(Dataset entries)

* * * * *

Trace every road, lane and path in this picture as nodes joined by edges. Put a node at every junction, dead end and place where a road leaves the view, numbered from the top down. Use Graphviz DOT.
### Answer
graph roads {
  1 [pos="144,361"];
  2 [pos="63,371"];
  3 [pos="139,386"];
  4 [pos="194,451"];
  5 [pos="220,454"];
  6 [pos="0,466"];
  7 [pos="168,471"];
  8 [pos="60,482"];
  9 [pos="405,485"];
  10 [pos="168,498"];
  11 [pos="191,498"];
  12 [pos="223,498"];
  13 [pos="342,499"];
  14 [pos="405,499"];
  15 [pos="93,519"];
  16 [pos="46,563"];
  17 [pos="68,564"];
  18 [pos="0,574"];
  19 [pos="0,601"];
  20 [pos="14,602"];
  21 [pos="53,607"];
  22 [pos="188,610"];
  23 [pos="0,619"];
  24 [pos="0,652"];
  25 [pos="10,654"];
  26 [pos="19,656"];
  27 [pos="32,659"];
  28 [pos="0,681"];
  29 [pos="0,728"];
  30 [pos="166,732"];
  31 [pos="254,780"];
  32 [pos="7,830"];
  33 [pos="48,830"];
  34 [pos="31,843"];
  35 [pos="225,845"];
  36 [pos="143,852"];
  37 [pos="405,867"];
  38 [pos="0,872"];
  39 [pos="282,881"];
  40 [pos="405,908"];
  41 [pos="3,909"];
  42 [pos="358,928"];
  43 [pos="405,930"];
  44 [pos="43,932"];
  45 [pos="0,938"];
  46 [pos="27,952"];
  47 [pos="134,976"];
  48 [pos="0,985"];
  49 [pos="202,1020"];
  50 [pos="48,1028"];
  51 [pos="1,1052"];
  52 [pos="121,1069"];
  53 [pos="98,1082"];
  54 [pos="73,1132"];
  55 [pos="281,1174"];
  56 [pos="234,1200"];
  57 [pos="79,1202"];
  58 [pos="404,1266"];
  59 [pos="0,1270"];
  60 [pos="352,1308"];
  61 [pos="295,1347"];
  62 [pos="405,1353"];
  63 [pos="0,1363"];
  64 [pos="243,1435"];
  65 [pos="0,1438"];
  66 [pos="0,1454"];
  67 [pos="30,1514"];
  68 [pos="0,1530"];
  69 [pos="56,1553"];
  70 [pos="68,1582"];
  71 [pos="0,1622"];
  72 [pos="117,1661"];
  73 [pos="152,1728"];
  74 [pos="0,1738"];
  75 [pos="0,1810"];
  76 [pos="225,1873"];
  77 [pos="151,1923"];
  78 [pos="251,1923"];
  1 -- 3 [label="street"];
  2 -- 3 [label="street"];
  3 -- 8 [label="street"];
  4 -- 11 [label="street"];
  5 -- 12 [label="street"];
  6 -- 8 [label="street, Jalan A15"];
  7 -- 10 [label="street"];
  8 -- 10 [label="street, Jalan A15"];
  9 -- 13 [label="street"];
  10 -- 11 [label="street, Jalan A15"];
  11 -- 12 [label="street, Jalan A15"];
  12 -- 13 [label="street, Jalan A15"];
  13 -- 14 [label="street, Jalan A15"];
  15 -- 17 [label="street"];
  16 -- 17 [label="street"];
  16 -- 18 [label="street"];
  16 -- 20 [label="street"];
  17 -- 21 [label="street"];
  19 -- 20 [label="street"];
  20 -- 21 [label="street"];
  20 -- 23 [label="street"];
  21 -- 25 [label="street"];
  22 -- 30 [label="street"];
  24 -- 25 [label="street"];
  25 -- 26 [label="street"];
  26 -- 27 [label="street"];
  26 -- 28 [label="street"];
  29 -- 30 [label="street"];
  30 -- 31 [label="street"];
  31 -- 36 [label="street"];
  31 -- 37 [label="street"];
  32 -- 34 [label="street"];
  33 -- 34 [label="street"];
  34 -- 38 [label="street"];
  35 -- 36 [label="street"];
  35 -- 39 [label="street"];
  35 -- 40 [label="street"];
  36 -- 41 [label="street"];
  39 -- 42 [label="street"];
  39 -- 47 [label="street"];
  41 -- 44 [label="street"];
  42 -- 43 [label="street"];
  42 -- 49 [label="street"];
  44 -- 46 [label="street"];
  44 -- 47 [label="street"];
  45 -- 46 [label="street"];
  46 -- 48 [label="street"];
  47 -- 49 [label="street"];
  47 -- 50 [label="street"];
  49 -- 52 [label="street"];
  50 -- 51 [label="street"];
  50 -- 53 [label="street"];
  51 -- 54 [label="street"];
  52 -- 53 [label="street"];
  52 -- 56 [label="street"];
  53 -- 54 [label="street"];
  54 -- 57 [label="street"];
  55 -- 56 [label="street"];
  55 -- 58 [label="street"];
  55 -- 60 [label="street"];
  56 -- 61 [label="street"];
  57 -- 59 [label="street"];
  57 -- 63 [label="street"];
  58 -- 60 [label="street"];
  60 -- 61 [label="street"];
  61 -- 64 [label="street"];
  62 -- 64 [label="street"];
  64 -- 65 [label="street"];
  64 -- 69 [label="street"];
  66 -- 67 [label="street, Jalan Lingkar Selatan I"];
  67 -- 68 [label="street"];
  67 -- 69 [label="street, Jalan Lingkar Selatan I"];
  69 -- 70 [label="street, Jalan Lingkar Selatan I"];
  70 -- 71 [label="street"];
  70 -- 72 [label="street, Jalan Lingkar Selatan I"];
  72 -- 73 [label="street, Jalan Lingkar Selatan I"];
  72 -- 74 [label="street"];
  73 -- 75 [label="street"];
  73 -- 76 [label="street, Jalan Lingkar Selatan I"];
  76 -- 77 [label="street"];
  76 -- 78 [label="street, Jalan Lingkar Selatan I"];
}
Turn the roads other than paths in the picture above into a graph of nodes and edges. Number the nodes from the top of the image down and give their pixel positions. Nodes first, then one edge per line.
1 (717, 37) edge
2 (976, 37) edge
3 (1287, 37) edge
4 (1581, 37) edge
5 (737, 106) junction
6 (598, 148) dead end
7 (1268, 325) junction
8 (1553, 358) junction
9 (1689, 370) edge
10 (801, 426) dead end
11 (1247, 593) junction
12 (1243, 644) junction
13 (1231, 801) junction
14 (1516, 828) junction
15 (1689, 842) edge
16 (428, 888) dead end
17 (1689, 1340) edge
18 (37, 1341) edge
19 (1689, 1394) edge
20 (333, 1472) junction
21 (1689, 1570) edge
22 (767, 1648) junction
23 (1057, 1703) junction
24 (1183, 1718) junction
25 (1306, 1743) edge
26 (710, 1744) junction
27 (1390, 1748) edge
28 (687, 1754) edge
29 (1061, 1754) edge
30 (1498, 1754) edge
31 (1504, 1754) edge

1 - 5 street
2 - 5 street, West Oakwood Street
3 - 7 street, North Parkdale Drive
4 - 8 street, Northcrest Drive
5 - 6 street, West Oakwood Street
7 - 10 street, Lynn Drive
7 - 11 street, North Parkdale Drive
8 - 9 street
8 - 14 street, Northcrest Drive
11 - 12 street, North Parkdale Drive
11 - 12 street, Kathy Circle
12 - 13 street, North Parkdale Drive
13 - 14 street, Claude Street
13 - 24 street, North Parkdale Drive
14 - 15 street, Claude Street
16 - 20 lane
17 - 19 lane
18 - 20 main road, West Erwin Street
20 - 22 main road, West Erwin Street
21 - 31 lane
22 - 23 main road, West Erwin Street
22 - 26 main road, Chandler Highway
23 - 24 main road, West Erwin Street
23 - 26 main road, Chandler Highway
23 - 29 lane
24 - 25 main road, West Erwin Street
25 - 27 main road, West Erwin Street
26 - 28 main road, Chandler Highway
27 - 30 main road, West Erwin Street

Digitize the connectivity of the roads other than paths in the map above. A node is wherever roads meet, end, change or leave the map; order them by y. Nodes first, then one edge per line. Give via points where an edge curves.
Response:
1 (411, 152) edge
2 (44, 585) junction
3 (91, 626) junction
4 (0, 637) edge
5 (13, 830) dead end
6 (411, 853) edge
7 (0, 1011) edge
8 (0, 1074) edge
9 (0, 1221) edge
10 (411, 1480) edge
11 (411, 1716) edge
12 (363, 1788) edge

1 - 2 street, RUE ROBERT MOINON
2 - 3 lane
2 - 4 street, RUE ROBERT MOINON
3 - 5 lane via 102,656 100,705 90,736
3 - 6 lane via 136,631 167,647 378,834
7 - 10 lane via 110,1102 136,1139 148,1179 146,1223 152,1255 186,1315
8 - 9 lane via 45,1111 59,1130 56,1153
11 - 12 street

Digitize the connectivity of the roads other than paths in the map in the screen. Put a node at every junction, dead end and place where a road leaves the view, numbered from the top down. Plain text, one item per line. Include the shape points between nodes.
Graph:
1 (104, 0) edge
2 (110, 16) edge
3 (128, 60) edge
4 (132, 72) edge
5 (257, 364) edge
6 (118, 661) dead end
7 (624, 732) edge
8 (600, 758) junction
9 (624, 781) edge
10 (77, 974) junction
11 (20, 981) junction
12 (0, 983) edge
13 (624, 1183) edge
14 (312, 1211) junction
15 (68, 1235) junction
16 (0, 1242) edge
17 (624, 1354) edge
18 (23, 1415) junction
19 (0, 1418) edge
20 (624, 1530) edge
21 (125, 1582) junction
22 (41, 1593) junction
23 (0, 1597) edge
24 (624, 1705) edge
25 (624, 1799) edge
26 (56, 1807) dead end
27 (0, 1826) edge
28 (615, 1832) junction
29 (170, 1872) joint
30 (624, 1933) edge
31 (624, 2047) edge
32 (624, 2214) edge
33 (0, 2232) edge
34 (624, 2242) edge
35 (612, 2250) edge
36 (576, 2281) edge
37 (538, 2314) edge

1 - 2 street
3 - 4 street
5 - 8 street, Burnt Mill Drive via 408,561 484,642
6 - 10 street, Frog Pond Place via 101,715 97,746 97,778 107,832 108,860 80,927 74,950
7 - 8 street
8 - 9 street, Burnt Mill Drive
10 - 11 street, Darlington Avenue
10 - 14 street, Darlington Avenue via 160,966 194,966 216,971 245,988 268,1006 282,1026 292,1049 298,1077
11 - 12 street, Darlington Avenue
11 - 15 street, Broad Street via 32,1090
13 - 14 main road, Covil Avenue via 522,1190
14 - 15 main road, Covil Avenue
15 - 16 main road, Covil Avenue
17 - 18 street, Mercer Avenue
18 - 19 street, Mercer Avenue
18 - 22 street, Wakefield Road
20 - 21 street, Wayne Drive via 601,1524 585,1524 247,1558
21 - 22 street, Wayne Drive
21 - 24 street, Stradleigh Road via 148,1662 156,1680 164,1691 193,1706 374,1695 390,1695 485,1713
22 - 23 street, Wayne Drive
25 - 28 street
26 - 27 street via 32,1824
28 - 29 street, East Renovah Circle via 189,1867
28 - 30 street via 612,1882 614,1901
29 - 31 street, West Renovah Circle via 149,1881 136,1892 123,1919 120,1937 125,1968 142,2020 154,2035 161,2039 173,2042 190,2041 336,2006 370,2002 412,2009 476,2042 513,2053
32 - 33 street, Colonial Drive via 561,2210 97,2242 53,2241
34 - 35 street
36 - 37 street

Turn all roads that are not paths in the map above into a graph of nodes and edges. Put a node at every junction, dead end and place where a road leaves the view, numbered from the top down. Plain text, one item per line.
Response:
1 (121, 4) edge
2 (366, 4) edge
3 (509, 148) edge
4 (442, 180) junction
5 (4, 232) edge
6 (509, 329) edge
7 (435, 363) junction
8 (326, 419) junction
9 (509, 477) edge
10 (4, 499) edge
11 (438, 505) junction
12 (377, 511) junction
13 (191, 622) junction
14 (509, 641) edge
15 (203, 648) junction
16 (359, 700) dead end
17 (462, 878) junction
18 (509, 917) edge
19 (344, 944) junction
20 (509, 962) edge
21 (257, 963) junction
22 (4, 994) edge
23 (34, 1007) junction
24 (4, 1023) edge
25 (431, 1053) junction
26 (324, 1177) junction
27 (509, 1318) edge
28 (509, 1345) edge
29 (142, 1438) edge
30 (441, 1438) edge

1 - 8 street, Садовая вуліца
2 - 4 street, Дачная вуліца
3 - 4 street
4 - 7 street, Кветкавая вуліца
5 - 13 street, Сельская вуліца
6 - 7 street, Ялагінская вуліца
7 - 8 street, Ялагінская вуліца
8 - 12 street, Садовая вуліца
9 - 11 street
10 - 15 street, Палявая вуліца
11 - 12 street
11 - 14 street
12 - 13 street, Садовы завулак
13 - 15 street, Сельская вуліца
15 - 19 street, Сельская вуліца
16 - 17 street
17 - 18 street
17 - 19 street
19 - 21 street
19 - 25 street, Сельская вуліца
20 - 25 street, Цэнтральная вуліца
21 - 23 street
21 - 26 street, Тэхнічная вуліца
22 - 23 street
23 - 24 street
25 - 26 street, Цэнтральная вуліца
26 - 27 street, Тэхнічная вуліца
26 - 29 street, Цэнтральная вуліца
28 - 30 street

* * * * *

_AIM OF THE EXERCISE_.
Look through the entries above, find each line containing "Wayne", and copy it.

_RESULT FOR THIS TASK_.
20 - 21 street, Wayne Drive via 601,1524 585,1524 247,1558
21 - 22 street, Wayne Drive
22 - 23 street, Wayne Drive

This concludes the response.